The above CronJob creates a backup of the database using pg_dump and puts it in a temporary location.

Apply them so we can see the backup in action.

student@lab-jobs:~/ocp/upgrade$ kubectl get cronjobs
NAME SCHEDULE SUSPEND ACTIVE LAST SCHEDULE AGE
postgres-backup */1 * * * * False 0 35s 39m

The issue with the above CronJob is that although it creates a backup file, it doesn't add it to any kind of persistent storage.

Create an emptyDir volume mount, mount it to the /backup path and change the backup script so that it copies the backup files to the backup volume.

Change the backup schedule so that it only does a backup every hour.
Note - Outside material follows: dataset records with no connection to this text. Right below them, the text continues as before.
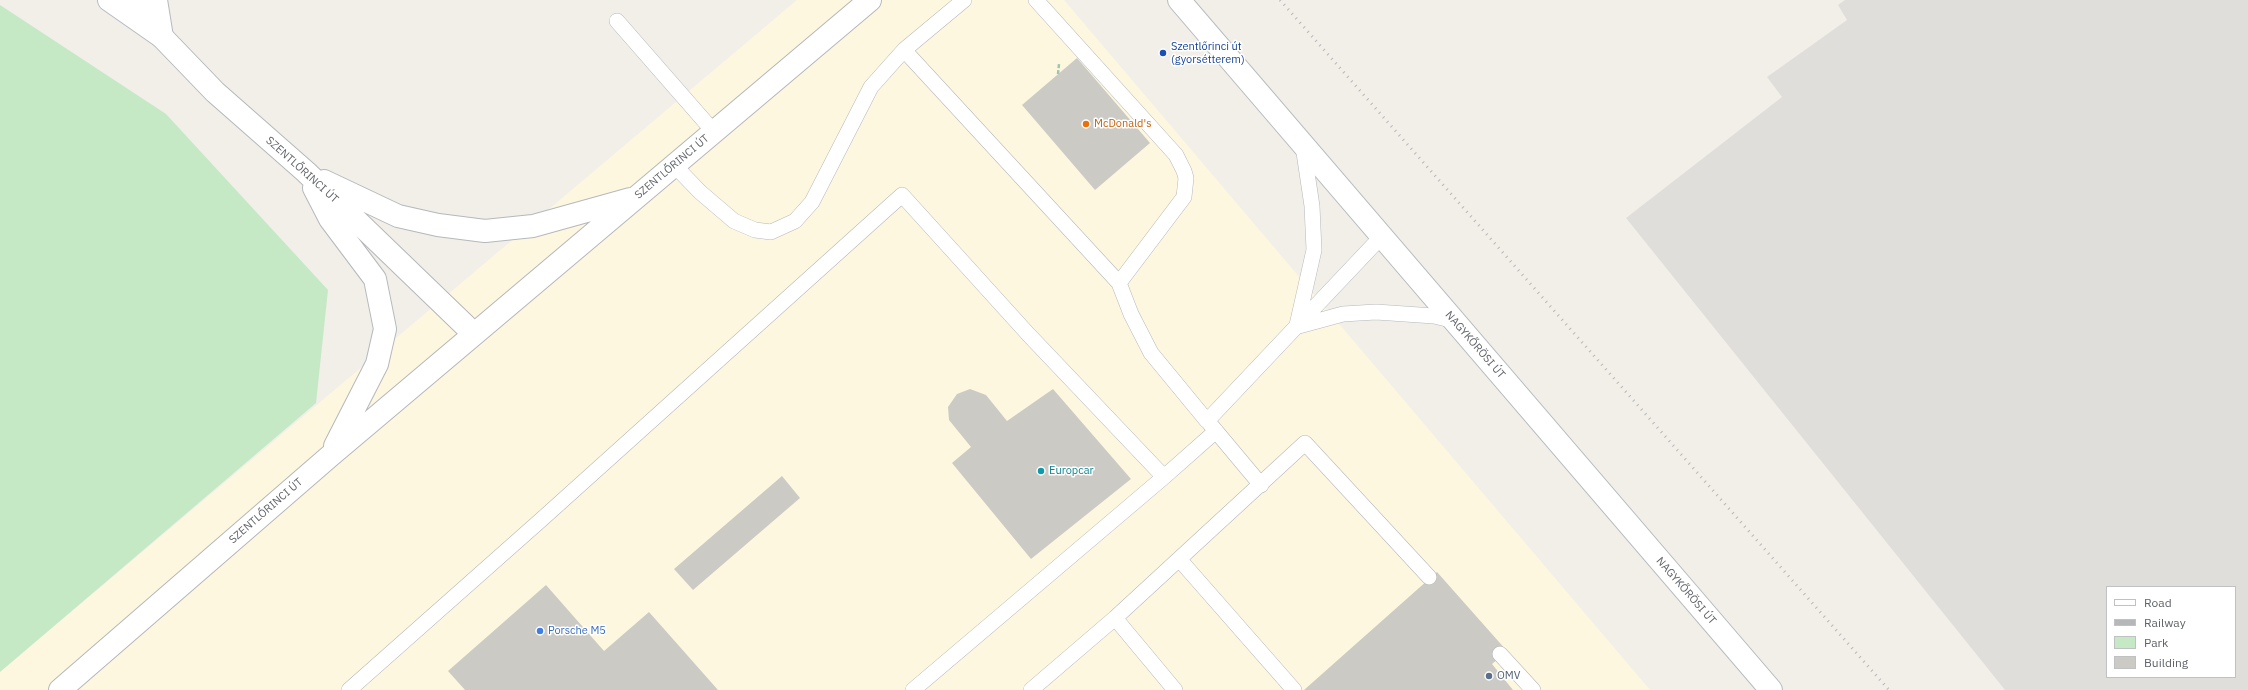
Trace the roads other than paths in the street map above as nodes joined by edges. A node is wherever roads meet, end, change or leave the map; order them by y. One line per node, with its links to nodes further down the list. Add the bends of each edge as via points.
1 (109, 0): 9 (street)
2 (138, 0): 9 (street, SZENTLŐRINCI ÚT)
3 (156, 0): 9 (street)
4 (870, 0): 11 (street, SZENTLŐRINCI ÚT)
5 (964, 0): 10 (lane)
6 (1036, 0): 17 (lane, via 1176,154 1184,171 1184,197)
7 (1179, 0): 12 (street, NAGYKŐRÖSI ÚT)
8 (617, 22): 11 (lane)
9 (162, 37): 14 (street, SZENTLŐRINCI ÚT, via 215,92)
10 (904, 50): 13 (lane, via 871,87 812,202 795,221 783,228 771,232 755,230 734,221); 17 (lane)
11 (714, 132): 13 (street, SZENTLŐRINCI ÚT)
12 (1303, 144): 16 (street, NAGYKŐRÖSI ÚT); 19 (lane, via 1312,206 1314,250)
13 (675, 166): 15 (street, SZENTLŐRINCI ÚT)
14 (306, 172): 15 (street, via 398,216 484,231 533,226); 20 (street, SZENTLŐRINCI ÚT); 22 (street, via 330,219 375,279 385,329 377,364)
15 (637, 197): 20 (street, SZENTLŐRINCI ÚT)
16 (1382, 236): 18 (street, NAGYKŐRÖSI ÚT); 19 (lane)
17 (1119, 283): 21 (lane, via 1151,353)
18 (1455, 322): 19 (lane, via 1434,316 1376,312 1343,314); 29 (street, NAGYKŐRÖSI ÚT)
19 (1296, 327): 21 (lane)
20 (474, 334): 22 (street, SZENTLŐRINCI ÚT)
21 (1212, 426): 23 (lane); 24 (lane)
22 (330, 456): 30 (street, SZENTLŐRINCI ÚT)
23 (1164, 478): 31 (lane, via 902,195); 32 (lane)
24 (1261, 485): 25 (lane); 26 (lane, via 1305,443)
25 (1179, 559): 27 (lane); 35 (lane)
26 (1429, 577)
27 (1115, 618): 33 (lane); 34 (lane)
28 (1500, 654): 36 (lane)
29 (1766, 688)
30 (60, 690)
31 (349, 690)
32 (913, 690)
33 (1031, 690)
34 (1175, 690)
35 (1294, 690)
36 (1533, 690)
Change the policy so that it can only run one backup job in parallel. Look into the documentation so that you will not allow concurrent jobs: https://kubernetes.io/docs/concepts/workloads/controllers/cron-jobs/.

Argo Workflows​

What is Argo Workflows?​

Argo Workflows is a cloud-native workflow engine for Kubernetes that orchestrates parallel jobs. It's designed for compute-intensive workflows where each step is performed by a container.

Key features:

  • Native Kubernetes CRDs: Workflows are defined as Custom Resource Definitions
  • DAG-based workflows: Define complex dependencies between tasks
  • Container-native: Each step runs in its own container
  • Artifact management: Pass files and data between workflow steps
  • Parameter passing: Share variables between workflow steps
  • Parallel execution: Run multiple tasks simultaneously
  • Web UI: Visualize workflow execution in real-time
  • Scalable: Leverages Kubernetes for scheduling and resource management

Why Use Argo Workflows?​

Kubernetes Jobs are great for simple batch workloads, but they have limitations:

FeatureKubernetes JobsArgo Workflows
Multi-step workflowsManual orchestrationBuilt-in DAG support
DependenciesNo native supportDeclare dependencies easily
Parameter passingManual (ConfigMaps/Secrets)Native input/output parameters
File passingManual (volumes)Native artifact management
Parallel executionLimitedAdvanced parallelism patterns
Conditional logicNot supportedConditionals, loops, recursion
VisualizationBasic kubectl outputRich web UI
Retry logicJob-level onlyStep-level with custom strategies

Use Argo Workflows when you need:

  • Multi-step data pipelines
  • Complex dependencies between tasks
  • Passing data (files, parameters) between steps
  • Parallel processing with aggregation
  • Machine learning pipelines
  • CI/CD workflows
  • Data science workflows (ETL, training, inference)

Installation​

Install Argo Workflows Server​

Create the Argo namespace and install the server components:

$ kubectl create namespace argo
namespace/argo created

$ kubectl apply --server-side -n argo -f "https://github.com/argoproj/argo-workflows/releases/download/v3.7.14/quick-start-minimal.yaml"
customresourcedefinition.apiextensions.k8s.io/clusterworkflowtemplates.argoproj.io created
customresourcedefinition.apiextensions.k8s.io/cronworkflows.argoproj.io created
customresourcedefinition.apiextensions.k8s.io/workfloweventbindings.argoproj.io created
customresourcedefinition.apiextensions.k8s.io/workflows.argoproj.io created
customresourcedefinition.apiextensions.k8s.io/workflowtaskresults.argoproj.io created
customresourcedefinition.apiextensions.k8s.io/workflowtasksets.argoproj.io created
customresourcedefinition.apiextensions.k8s.io/workflowtemplates.argoproj.io created
serviceaccount/argo created
serviceaccount/argo-server created
role.rbac.authorization.k8s.io/argo-role created
...
deployment.apps/workflow-controller created
deployment.apps/argo-server created

Verify the installation:

$ kubectl get pods -n argo
NAME READY STATUS RESTARTS AGE
argo-server-65f9588cf6-jgtj7 1/1 Running 0 51s
workflow-controller-7df5f5d5c8-vrk85 1/1 Running 0 51s

Both pods should be in Running status.

Install Argo CLI​

The Argo CLI makes it easier to submit and manage workflows:

$ curl -sLO "https://github.com/argoproj/argo-workflows/releases/download/v3.7.14/argo-linux-amd64.gz"
$ gunzip argo-linux-amd64.gz
$ chmod +x argo-linux-amd64
$ sudo mv argo-linux-amd64 /usr/local/bin/argo

$ argo version
argo: v3.7.14
info

Argo Workflows provides a dashboard to interact with the workflows on localhost:2746.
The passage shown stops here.